La Congregación “Pro Clericis”
de la Santa Sede que preside el Cardenal Claudio Hummes, ofm, ha enviado
a todos los sacerdotes, con ocasión de la Fiesta del Sagrado Corazón de
Jesús, una reflexión sobre la grandeza y delicadeza de nuestra vocación
y misión sacerdotal en la Iglesia y en el mundo.
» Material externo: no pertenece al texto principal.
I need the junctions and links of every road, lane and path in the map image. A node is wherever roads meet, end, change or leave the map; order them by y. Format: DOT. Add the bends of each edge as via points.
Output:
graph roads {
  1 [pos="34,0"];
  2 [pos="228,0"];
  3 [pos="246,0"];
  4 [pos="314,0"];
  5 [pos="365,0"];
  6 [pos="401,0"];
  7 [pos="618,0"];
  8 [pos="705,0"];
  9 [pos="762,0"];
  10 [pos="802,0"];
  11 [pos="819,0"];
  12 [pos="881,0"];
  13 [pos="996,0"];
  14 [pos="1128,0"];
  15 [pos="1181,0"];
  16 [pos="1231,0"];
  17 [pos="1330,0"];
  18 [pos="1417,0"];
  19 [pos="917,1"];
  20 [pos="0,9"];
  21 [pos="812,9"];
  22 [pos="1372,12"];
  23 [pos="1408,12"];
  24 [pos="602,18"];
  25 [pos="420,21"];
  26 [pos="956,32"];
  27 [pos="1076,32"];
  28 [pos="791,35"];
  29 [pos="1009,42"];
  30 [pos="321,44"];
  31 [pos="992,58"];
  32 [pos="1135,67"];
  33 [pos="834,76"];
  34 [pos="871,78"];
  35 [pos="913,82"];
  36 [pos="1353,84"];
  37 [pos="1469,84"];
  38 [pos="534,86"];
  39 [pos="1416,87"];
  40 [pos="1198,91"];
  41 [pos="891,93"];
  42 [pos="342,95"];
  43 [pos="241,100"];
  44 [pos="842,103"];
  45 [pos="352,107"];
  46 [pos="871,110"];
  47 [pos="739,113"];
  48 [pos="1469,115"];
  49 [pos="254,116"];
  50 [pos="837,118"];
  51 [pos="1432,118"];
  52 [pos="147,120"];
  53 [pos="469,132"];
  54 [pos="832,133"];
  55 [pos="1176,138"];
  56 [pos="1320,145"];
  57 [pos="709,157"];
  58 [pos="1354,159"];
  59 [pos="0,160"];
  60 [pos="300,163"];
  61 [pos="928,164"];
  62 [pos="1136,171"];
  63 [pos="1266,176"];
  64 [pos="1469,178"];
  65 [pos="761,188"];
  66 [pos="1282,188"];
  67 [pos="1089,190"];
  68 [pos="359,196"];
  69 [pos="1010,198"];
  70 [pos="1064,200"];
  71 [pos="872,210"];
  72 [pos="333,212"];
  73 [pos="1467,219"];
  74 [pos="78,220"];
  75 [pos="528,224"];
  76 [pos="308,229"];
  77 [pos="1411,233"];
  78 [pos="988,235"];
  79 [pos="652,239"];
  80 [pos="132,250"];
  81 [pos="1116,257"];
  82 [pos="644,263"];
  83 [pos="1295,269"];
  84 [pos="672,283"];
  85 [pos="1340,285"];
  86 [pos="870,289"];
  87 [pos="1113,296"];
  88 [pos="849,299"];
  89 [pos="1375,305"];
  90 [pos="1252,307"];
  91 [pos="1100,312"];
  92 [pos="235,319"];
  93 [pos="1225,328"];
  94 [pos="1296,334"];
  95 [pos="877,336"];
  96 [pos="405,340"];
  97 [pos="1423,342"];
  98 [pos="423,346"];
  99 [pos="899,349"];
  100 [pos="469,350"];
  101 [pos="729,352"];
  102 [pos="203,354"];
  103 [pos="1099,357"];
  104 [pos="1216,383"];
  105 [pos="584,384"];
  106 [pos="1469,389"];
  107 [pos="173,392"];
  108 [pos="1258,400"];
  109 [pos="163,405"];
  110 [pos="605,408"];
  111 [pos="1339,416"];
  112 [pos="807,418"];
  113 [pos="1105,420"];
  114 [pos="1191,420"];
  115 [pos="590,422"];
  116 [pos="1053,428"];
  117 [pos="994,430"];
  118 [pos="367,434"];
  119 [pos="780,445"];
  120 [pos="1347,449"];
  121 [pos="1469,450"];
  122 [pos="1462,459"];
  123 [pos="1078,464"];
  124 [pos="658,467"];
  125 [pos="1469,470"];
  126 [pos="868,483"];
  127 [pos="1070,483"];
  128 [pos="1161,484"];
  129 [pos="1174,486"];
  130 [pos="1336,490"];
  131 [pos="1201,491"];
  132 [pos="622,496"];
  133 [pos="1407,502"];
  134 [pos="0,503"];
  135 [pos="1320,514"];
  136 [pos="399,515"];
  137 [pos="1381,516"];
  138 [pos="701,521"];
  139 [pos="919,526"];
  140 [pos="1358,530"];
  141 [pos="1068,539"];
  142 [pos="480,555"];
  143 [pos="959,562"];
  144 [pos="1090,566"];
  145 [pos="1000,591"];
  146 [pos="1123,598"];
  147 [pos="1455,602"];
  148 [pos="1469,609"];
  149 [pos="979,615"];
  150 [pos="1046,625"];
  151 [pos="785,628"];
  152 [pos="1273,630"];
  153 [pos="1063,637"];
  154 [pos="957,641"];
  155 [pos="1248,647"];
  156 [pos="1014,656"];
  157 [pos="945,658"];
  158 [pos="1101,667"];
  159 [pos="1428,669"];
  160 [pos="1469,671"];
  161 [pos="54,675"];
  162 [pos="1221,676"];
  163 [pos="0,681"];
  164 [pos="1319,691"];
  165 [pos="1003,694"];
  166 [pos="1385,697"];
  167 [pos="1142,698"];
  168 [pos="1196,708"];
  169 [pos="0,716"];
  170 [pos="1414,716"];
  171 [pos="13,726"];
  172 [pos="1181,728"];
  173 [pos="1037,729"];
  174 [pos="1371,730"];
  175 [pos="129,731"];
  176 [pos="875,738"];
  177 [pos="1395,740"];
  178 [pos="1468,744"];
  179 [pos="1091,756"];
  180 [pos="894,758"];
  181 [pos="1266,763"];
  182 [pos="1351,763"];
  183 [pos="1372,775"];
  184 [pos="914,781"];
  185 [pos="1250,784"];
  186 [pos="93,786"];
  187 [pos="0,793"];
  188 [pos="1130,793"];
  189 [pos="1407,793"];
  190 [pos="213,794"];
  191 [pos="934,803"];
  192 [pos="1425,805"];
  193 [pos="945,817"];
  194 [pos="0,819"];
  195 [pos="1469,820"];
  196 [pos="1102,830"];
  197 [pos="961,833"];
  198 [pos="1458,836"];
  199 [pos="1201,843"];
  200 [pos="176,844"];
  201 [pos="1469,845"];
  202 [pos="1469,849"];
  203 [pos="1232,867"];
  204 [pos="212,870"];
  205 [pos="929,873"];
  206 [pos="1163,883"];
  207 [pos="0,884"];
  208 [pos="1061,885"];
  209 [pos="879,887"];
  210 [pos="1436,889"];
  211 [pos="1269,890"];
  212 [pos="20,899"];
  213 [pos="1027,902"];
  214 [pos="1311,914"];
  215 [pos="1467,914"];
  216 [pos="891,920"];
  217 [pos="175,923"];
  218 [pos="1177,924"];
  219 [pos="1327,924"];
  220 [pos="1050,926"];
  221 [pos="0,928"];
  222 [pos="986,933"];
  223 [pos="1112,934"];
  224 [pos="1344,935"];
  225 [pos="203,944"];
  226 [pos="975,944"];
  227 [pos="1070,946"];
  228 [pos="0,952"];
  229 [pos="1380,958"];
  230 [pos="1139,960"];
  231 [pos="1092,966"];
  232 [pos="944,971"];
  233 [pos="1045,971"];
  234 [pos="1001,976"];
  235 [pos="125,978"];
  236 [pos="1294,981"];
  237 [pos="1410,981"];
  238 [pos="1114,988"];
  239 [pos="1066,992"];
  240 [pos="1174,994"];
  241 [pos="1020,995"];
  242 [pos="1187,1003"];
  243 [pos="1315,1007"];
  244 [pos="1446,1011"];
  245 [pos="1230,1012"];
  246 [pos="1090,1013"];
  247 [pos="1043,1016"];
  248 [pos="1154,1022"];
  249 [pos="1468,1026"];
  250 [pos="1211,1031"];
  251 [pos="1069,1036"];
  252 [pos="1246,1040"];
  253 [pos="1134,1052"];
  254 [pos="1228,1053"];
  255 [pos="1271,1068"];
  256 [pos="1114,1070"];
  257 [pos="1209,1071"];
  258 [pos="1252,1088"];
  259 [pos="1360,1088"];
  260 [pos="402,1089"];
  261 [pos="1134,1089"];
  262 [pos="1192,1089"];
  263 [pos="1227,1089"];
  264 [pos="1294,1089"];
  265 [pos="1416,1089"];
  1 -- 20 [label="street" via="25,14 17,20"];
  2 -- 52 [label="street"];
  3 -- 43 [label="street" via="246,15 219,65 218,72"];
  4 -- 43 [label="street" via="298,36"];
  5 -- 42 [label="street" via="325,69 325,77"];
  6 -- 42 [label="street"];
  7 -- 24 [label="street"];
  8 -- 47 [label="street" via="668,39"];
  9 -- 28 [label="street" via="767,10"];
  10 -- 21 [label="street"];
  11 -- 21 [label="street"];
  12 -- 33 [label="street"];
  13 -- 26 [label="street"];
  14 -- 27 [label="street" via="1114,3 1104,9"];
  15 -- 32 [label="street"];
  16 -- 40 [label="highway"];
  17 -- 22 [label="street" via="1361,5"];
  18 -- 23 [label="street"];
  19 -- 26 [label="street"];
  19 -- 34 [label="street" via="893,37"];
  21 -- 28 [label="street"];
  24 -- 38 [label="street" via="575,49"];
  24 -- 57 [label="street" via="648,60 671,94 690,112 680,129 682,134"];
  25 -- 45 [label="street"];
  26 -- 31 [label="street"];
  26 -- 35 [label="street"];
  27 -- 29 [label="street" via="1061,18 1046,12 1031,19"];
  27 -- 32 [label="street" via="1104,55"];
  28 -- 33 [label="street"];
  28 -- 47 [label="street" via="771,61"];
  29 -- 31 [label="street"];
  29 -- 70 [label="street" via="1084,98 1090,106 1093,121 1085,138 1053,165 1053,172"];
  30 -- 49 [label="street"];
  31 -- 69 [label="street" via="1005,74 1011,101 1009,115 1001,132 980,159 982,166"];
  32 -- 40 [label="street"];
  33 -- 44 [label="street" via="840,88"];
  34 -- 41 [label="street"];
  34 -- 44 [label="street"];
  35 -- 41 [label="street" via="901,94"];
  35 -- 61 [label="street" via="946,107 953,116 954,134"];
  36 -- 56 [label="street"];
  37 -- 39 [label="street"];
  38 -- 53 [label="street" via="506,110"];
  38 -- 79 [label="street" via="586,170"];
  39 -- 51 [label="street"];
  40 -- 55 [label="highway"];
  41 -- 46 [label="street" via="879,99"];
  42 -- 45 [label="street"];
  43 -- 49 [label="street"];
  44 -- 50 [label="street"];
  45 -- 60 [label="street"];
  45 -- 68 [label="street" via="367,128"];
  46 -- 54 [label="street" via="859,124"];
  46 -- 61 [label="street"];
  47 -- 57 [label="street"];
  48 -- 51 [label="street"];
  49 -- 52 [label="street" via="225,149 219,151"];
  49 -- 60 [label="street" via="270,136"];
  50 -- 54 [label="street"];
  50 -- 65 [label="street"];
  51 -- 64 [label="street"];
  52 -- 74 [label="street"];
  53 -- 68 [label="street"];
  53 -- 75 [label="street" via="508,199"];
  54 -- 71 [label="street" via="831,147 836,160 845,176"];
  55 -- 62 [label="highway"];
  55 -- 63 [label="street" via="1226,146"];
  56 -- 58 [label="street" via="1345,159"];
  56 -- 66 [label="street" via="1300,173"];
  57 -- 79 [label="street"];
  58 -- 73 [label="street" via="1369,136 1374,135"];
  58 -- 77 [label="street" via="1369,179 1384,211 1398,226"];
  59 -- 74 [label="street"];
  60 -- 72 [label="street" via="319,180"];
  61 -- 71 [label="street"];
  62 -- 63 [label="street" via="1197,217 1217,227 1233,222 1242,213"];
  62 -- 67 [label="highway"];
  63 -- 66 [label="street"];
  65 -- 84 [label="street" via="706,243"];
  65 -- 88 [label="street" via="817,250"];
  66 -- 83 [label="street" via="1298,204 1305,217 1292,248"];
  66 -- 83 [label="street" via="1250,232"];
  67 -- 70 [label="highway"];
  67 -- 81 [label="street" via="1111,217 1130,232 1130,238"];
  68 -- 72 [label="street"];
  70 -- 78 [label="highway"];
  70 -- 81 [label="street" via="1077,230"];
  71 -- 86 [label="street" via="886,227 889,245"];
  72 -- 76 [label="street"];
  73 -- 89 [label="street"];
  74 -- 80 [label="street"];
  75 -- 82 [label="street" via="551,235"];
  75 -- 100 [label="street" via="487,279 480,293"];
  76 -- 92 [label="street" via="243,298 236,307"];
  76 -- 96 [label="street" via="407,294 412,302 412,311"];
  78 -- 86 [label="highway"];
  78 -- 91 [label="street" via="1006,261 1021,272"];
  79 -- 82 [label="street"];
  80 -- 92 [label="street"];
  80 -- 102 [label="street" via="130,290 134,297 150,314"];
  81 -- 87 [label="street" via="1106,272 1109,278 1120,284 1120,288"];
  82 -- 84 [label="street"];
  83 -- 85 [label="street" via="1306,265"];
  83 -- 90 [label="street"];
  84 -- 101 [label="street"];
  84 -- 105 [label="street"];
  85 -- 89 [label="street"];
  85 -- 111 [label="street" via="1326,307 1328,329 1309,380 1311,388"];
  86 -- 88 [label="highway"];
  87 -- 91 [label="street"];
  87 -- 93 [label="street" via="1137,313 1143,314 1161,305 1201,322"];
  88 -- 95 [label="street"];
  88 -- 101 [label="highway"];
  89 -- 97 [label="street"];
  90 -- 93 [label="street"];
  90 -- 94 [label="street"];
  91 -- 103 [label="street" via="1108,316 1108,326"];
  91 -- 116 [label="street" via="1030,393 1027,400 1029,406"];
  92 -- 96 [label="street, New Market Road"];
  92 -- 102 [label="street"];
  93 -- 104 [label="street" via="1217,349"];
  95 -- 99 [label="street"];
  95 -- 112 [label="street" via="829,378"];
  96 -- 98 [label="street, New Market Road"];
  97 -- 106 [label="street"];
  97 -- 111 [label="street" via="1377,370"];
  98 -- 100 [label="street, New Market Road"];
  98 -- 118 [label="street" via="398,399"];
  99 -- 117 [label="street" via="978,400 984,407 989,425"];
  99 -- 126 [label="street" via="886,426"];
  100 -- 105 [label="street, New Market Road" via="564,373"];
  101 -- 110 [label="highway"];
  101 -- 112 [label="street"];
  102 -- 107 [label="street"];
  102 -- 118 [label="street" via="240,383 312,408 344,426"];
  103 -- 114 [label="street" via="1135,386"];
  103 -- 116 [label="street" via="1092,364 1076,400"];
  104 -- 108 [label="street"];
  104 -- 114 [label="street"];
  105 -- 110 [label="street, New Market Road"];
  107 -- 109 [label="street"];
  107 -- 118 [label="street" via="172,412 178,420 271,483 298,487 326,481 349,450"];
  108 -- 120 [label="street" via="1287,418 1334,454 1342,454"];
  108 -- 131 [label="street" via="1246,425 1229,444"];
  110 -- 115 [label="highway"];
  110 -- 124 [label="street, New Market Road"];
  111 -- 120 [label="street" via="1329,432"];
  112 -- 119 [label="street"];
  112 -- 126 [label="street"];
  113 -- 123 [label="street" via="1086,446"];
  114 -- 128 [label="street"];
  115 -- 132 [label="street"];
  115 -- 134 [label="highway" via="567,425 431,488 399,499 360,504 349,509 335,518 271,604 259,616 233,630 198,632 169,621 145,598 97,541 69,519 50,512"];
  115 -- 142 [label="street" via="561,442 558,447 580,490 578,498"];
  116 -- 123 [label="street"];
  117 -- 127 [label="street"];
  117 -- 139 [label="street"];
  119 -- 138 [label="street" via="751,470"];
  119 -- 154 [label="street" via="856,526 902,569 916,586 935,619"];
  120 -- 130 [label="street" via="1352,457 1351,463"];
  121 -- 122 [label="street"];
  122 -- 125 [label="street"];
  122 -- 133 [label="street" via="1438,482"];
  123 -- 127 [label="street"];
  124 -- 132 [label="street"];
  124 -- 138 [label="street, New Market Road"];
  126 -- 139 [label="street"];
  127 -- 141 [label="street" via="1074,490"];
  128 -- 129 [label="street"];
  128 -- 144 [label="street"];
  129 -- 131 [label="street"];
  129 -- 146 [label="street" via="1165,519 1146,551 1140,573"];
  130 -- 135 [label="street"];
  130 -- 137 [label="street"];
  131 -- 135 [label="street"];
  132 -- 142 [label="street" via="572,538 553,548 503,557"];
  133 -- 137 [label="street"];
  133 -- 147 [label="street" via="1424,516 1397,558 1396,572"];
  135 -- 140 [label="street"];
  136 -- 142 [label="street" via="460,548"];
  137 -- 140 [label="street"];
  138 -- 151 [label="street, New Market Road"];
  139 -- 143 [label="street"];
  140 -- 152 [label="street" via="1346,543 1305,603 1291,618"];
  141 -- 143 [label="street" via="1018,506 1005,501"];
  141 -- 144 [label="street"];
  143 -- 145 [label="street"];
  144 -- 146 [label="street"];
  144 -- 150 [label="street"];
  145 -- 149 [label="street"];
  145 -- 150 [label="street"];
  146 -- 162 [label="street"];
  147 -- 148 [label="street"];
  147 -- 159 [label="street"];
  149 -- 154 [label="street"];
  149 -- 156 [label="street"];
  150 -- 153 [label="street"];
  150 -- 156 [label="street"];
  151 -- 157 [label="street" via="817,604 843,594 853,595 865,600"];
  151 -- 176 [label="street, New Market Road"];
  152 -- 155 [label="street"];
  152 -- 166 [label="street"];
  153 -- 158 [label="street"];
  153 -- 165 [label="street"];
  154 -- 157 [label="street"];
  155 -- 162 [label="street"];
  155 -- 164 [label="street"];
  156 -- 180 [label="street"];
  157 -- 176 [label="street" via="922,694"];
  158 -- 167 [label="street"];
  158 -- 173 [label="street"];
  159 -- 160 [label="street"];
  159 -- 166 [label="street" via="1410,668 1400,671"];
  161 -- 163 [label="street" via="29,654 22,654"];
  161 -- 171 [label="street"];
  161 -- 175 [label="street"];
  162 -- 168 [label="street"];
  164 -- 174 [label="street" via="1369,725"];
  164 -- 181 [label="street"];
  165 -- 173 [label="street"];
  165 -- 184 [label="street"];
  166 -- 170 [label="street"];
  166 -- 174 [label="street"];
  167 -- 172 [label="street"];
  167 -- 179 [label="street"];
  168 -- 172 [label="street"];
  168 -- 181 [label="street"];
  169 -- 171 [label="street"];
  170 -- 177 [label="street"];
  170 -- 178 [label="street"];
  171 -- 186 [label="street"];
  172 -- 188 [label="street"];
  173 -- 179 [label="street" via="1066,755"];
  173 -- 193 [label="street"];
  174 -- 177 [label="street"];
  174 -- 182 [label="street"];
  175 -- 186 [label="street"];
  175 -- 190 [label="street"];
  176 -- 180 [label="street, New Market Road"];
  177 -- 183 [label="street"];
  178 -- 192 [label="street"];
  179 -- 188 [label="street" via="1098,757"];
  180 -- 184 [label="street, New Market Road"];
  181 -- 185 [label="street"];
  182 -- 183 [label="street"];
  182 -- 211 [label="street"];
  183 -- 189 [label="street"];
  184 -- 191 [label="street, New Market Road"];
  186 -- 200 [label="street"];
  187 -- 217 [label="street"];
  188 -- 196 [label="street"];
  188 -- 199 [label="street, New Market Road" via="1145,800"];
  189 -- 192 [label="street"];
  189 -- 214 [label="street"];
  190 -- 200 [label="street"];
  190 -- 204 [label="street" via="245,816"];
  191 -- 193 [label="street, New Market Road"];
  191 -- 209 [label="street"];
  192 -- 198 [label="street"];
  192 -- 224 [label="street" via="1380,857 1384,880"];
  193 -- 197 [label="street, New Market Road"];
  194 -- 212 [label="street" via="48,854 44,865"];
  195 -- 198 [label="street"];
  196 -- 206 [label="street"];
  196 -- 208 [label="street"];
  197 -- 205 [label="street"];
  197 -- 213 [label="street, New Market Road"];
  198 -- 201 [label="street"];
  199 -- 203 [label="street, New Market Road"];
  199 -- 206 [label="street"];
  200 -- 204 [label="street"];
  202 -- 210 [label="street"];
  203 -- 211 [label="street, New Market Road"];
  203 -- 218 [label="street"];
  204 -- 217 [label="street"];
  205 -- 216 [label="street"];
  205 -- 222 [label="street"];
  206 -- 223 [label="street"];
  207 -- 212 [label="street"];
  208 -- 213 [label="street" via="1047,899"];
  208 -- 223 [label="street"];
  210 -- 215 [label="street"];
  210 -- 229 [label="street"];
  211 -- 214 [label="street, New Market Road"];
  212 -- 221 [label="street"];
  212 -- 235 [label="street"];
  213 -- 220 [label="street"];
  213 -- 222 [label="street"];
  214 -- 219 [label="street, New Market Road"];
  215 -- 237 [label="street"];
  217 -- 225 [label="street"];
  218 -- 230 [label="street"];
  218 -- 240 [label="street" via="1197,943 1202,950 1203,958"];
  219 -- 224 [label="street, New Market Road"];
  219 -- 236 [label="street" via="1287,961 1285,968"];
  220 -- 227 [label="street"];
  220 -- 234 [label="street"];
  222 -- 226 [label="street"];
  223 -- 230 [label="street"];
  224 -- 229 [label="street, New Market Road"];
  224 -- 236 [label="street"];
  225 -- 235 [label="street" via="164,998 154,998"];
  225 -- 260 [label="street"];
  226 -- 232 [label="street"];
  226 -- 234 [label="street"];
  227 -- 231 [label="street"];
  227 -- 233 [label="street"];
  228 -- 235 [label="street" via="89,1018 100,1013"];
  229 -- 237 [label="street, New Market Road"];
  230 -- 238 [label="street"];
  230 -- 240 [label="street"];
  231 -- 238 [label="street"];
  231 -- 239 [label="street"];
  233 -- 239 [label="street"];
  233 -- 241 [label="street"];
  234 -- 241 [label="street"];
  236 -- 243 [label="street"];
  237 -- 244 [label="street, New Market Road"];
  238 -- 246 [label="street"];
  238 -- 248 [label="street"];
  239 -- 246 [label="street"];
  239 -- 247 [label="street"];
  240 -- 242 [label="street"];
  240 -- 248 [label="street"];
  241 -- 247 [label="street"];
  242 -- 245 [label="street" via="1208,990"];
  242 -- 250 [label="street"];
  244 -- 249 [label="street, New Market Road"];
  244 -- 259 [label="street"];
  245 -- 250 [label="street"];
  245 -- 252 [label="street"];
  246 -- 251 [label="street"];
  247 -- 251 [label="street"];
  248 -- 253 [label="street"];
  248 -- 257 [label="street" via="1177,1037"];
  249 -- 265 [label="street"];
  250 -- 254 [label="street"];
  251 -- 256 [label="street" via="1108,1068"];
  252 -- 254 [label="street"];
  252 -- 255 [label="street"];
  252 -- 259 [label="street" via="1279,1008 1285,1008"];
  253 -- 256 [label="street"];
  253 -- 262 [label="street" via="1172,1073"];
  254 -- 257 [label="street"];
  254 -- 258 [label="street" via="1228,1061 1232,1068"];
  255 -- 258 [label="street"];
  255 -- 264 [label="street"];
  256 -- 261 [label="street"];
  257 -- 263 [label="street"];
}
Le acompañan algunas
oraciones tanto para nosotros los presbíteros como para que los fieles
católicos nos encomienden a la misericordia divina y a la protección de
la Virgen María.
Como ya se aproximan las
ordenaciones sacerdotales de algunos hermanos diáconos, estas
reflexiones y plegarias nos pueden ayudar a alimentar la llama que el
Espíritu encendió en nuestros corazones el día de nuestra ordenación
sacerdotal, así como para recibir fraternalmente a los nuevos
presbíteros y a que nuestros fieles oren por ellos y por nosotros.
Nosotros los presbíteros, más
que nadie, caminamos, como la Iglesia, “entre las persecuciones del
mundo y los consuelos de Dios”. El consuelo de Dios nos llega
mediante la fraternidad sacerdotal sincera y el aprecio y oración de los
fieles. Que la Virgen Santísima nos acompañe en esta maravillosa misión
de hacer presente a su Hijo, nuestro Gran Sacerdote, a favor de los
hermanos que en Él y en su Iglesia han puesto su esperanza de
salvación.
Los saluda y bendice en el
Corazón de Cristo Sacerdote.
Santiago de Querétaro, Qro.,
Abril 23 del 2008.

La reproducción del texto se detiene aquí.